Abstract:
It can be frequently observed that the data arising in
our environment have a hierarchical or a nested structure attached
with the data. Multilevel modelling is a modern approach to handle
this kind of data. When multilevel modelling is combined with a
binary response, the estimation methods get complex in nature and
the usual techniques are derived from quasi-likelihood method. The
estimation methods which are compared in this study are, marginal
quasi-likelihood (order 1 & order 2) (MQL1, MQL2) and penalized
quasi-likelihood (order 1 & order 2) (PQL1, PQL2). A statistical
model is of no use if it does not reflect the given dataset. Therefore,
checking the adequacy of the fitted model through a goodness-of-fit
(GOF) test is an essential stage in any modelling procedure.

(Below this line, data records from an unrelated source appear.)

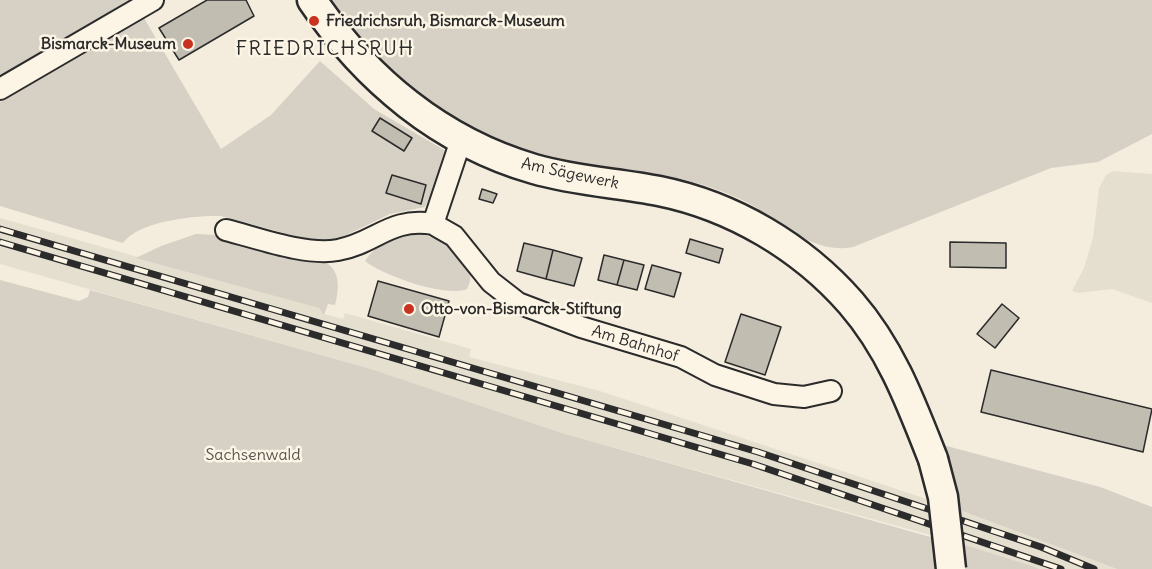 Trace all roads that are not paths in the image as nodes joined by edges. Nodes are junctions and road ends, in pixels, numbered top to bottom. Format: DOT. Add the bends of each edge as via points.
graph roads {
  1 [pos="153,0"];
  2 [pos="312,0"];
  3 [pos="0,89"];
  4 [pos="461,140"];
  5 [pos="434,224"];
  6 [pos="226,230"];
  7 [pos="831,391"];
  8 [pos="951,569"];
  1 -- 3 [label="street"];
  2 -- 4 [label="main road, Am Sägewerk" via="341,39 385,86"];
  4 -- 5 [label="street"];
  4 -- 8 [label="main road, Am Sägewerk, bridge" via="535,170 659,191 720,210 779,240 829,280 852,304 891,360 906,390 943,497"];
  5 -- 6 [label="street" via="398,224 352,246 327,252"];
  5 -- 7 [label="street, Am Bahnhof" via="454,236 498,289 531,308 681,357 715,375 774,394 804,397"];
} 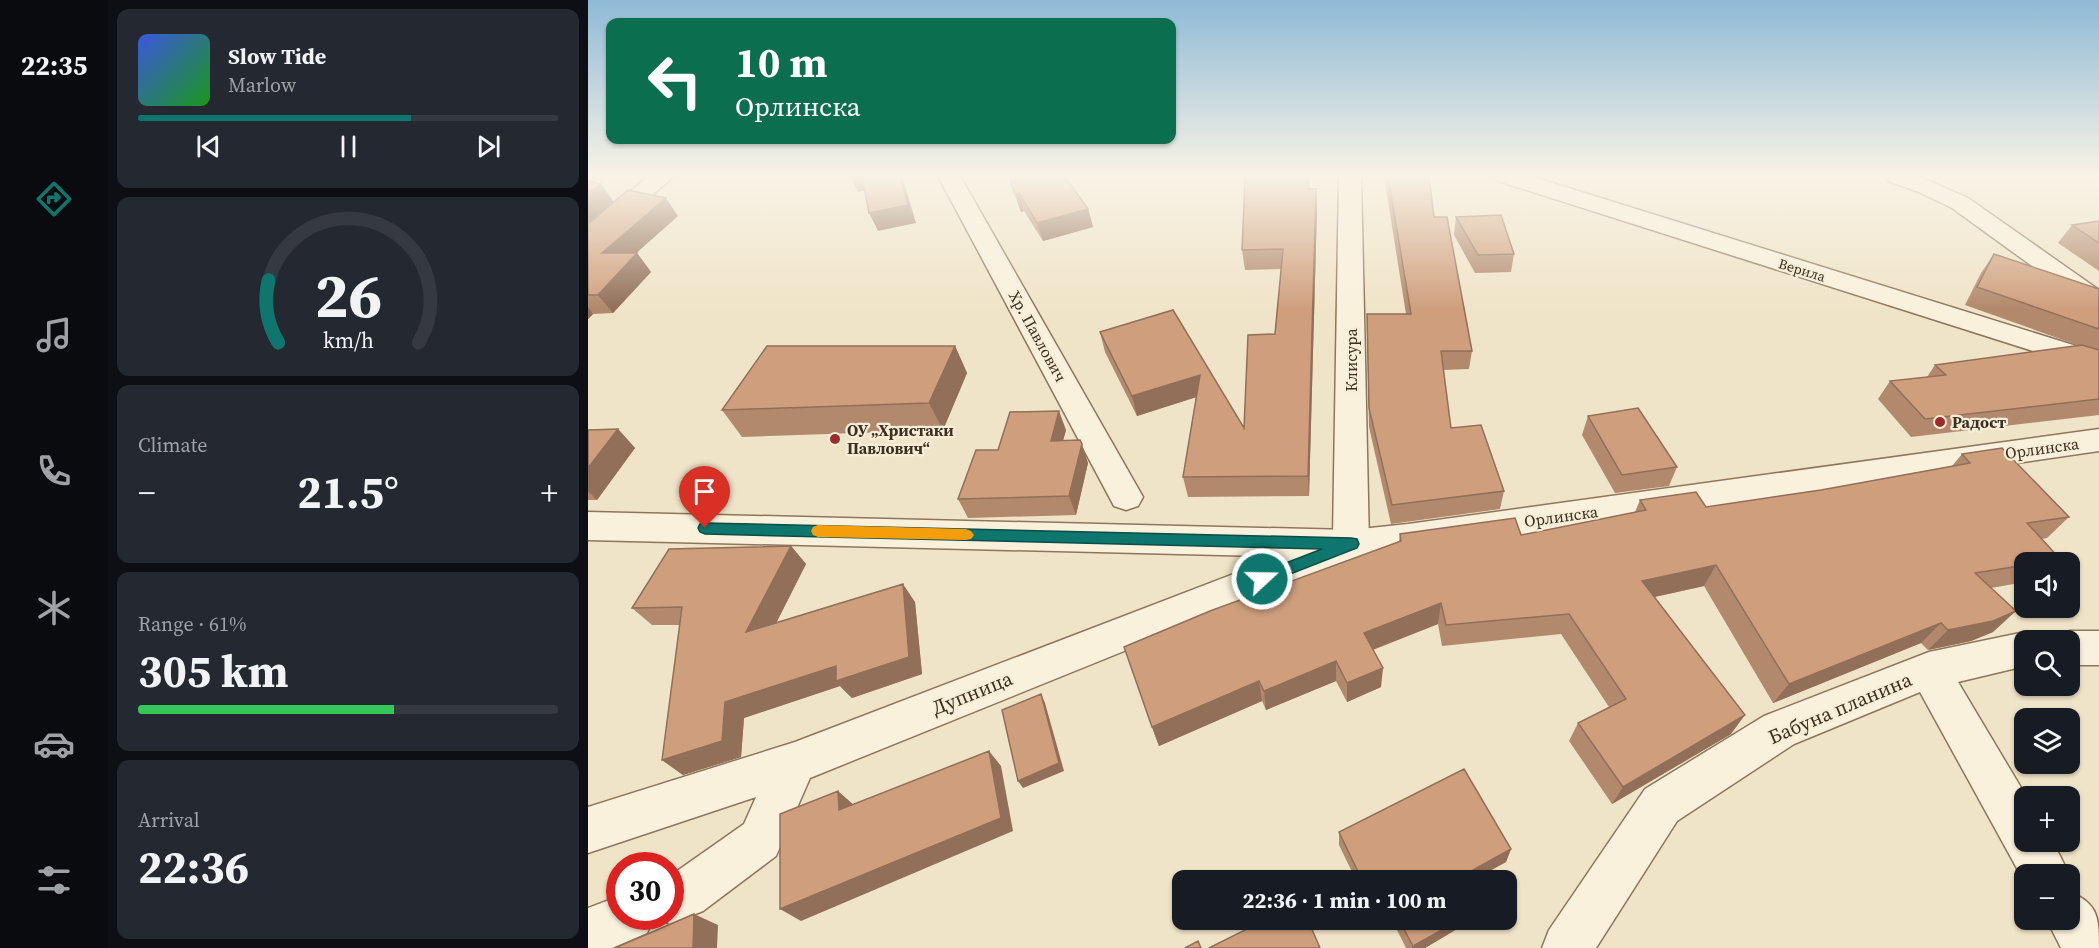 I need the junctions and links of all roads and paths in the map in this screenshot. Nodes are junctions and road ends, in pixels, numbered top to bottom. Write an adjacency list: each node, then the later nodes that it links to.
1 (609, 220): 6 (street)
2 (973, 220): 10 (street, Хр. Павлович)
3 (1350, 220): 12 (street, Клисура)
4 (1646, 220): 8 (street, Верила)
5 (1984, 220): 7 (street)
6 (588, 238)
7 (2099, 302)
8 (2099, 363)
9 (2099, 440): 12 (street, Орлинска)
10 (1126, 497)
11 (588, 526): 12 (street, Орлинска)
12 (1351, 544): 17 (street, Дупница)
13 (2080, 648): 14 (street)
14 (2099, 648)
15 (2014, 651): 16 (street, Бабуна планина)
16 (1929, 670): 18 (street); 23 (street, Бабуна планина)
17 (795, 763): 19 (street, Дупница); 20 (street)
18 (2014, 819)
19 (588, 830)
20 (684, 895)
21 (606, 926): 22 (street)
22 (588, 933)
23 (1567, 948) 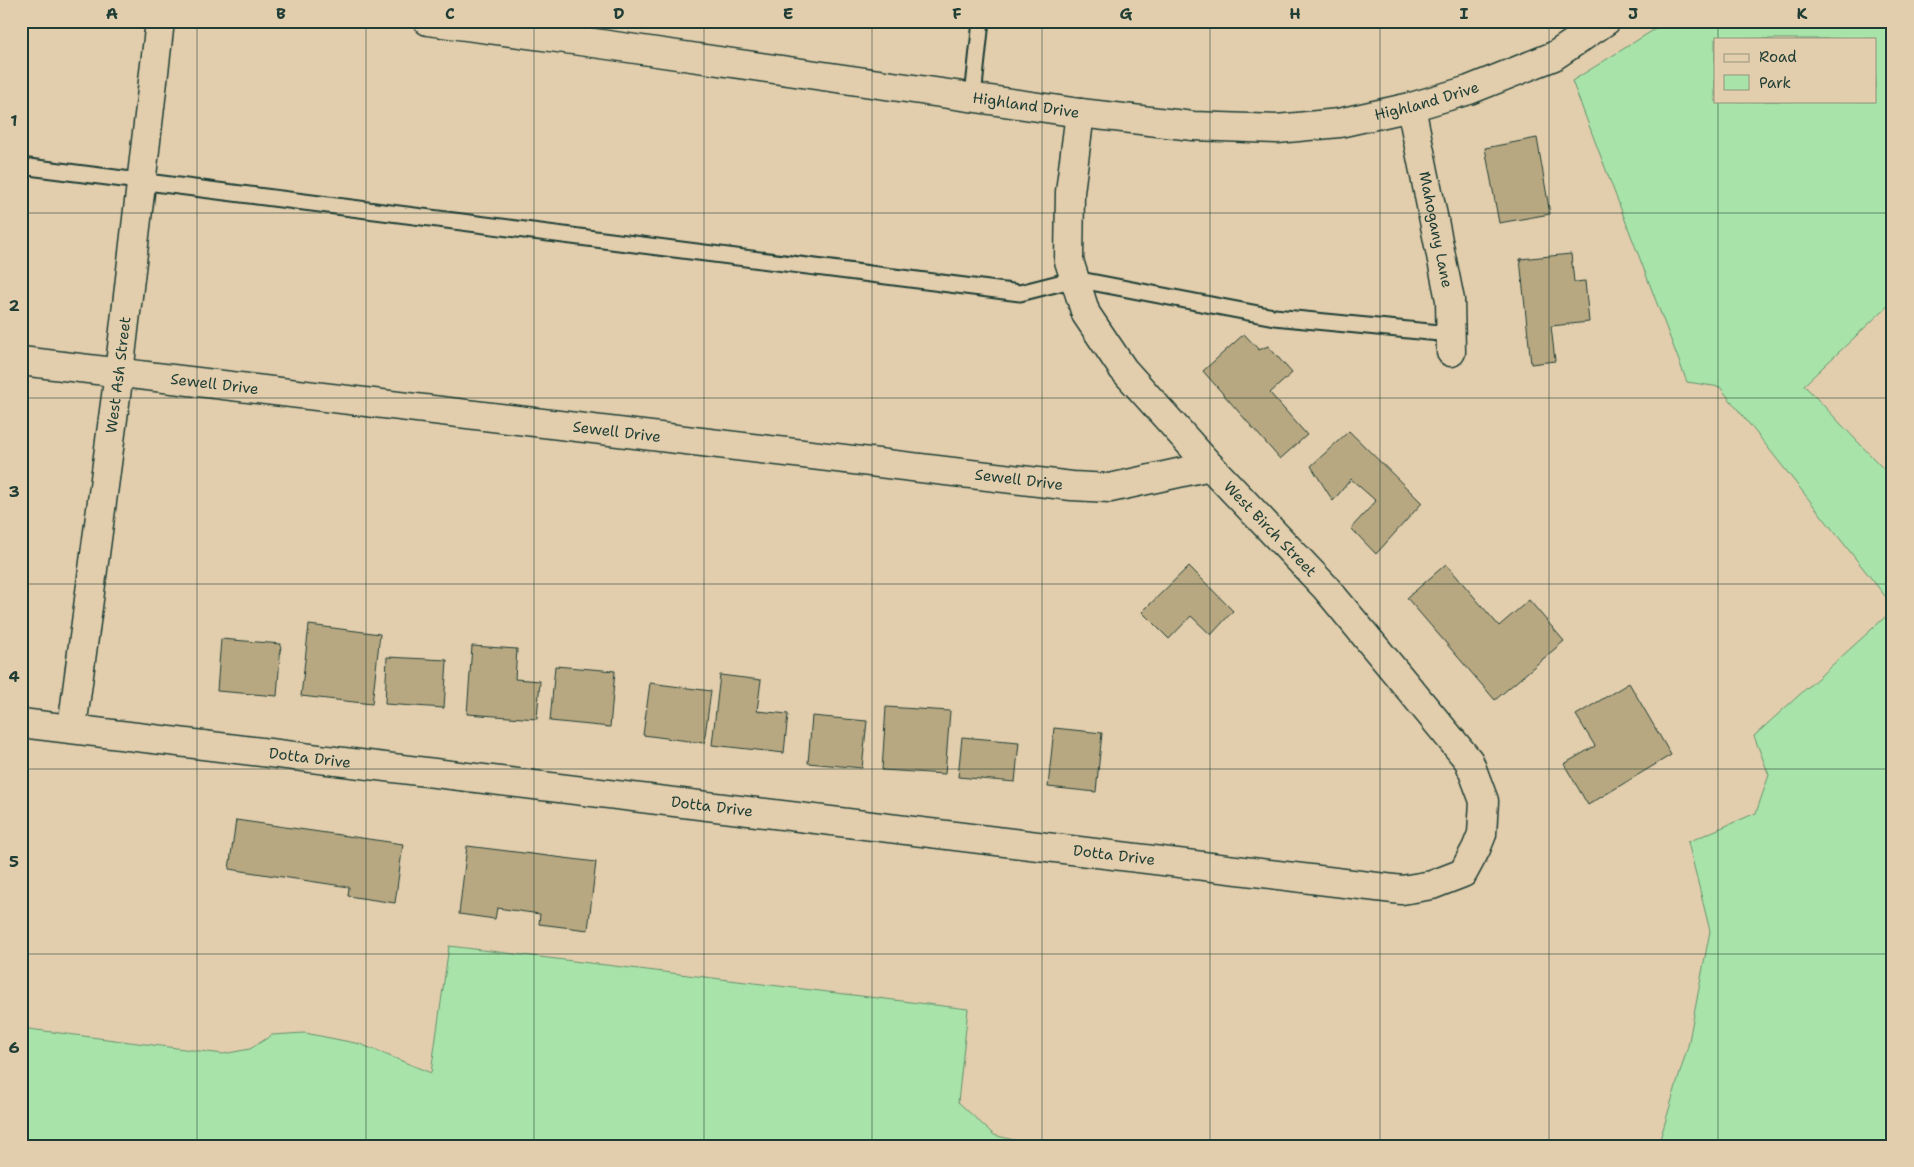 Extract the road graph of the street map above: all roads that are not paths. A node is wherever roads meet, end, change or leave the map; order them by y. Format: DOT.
graph roads {
  1 [pos="160,21"];
  2 [pos="428,21"];
  3 [pos="982,21"];
  4 [pos="1606,21"];
  5 [pos="574,31"];
  6 [pos="973,98"];
  7 [pos="1411,107"];
  8 [pos="1080,113"];
  9 [pos="21,166"];
  10 [pos="142,182"];
  11 [pos="1075,279"];
  12 [pos="1450,343"];
  13 [pos="21,361"];
  14 [pos="119,373"];
  15 [pos="1210,466"];
  16 [pos="21,723"];
  17 [pos="72,728"];
  18 [pos="1402,890"];
  1 -- 10 [label="street, West Ash Street"];
  2 -- 5 [label="street, Highland Drive"];
  3 -- 6 [label="lane"];
  4 -- 7 [label="street, Highland Drive"];
  5 -- 6 [label="street, Highland Drive"];
  6 -- 8 [label="street, Highland Drive"];
  7 -- 8 [label="street, Highland Drive"];
  7 -- 12 [label="street, Mahogany Lane"];
  8 -- 11 [label="street, West Birch Street"];
  9 -- 10 [label="lane"];
  10 -- 11 [label="lane"];
  10 -- 14 [label="street, West Ash Street"];
  11 -- 12 [label="lane"];
  11 -- 15 [label="street, West Birch Street"];
  13 -- 14 [label="street, Sewell Drive"];
  14 -- 15 [label="street, Sewell Drive"];
  14 -- 17 [label="street, West Ash Street"];
  15 -- 18 [label="street, West Birch Street"];
  16 -- 17 [label="street, Dotta Drive"];
  17 -- 18 [label="street, Dotta Drive"];
} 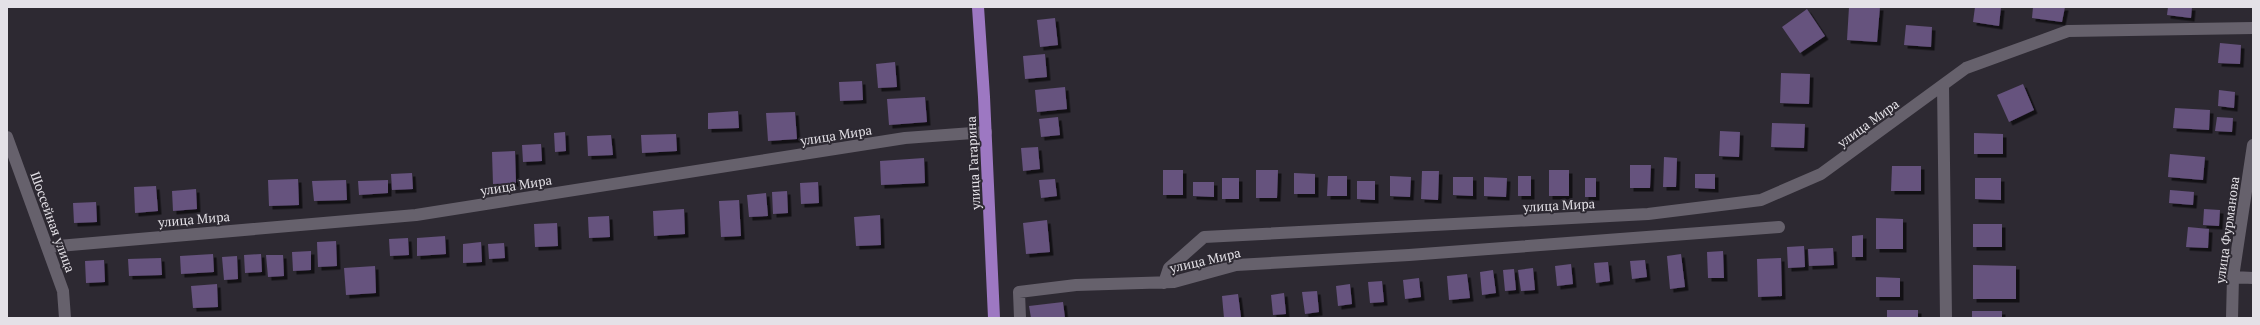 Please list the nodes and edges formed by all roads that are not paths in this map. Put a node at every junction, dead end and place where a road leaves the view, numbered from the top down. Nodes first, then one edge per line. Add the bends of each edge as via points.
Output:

However, prior to usage, it is also equally important to confirm that
the GOF test performs well and is suitable for the given model. This
study assesses the suitability of the GOF test developed for binary
response multilevel models with respect to the method used in model
estimation. An extensive set of simulations was conducted using
MLwiN (v 2.19) with varying number of clusters, cluster sizes and
intra cluster correlations. The test maintained the desirable Type-I
error for models estimated using PQL2 and it failed for almost all the
combinations of MQL. Power of the test was adequate for most of the
combinations in all estimation methods except MQL1. Moreover,
models were fitted using the four methods to a real-life dataset and
performance of the test was compared for each model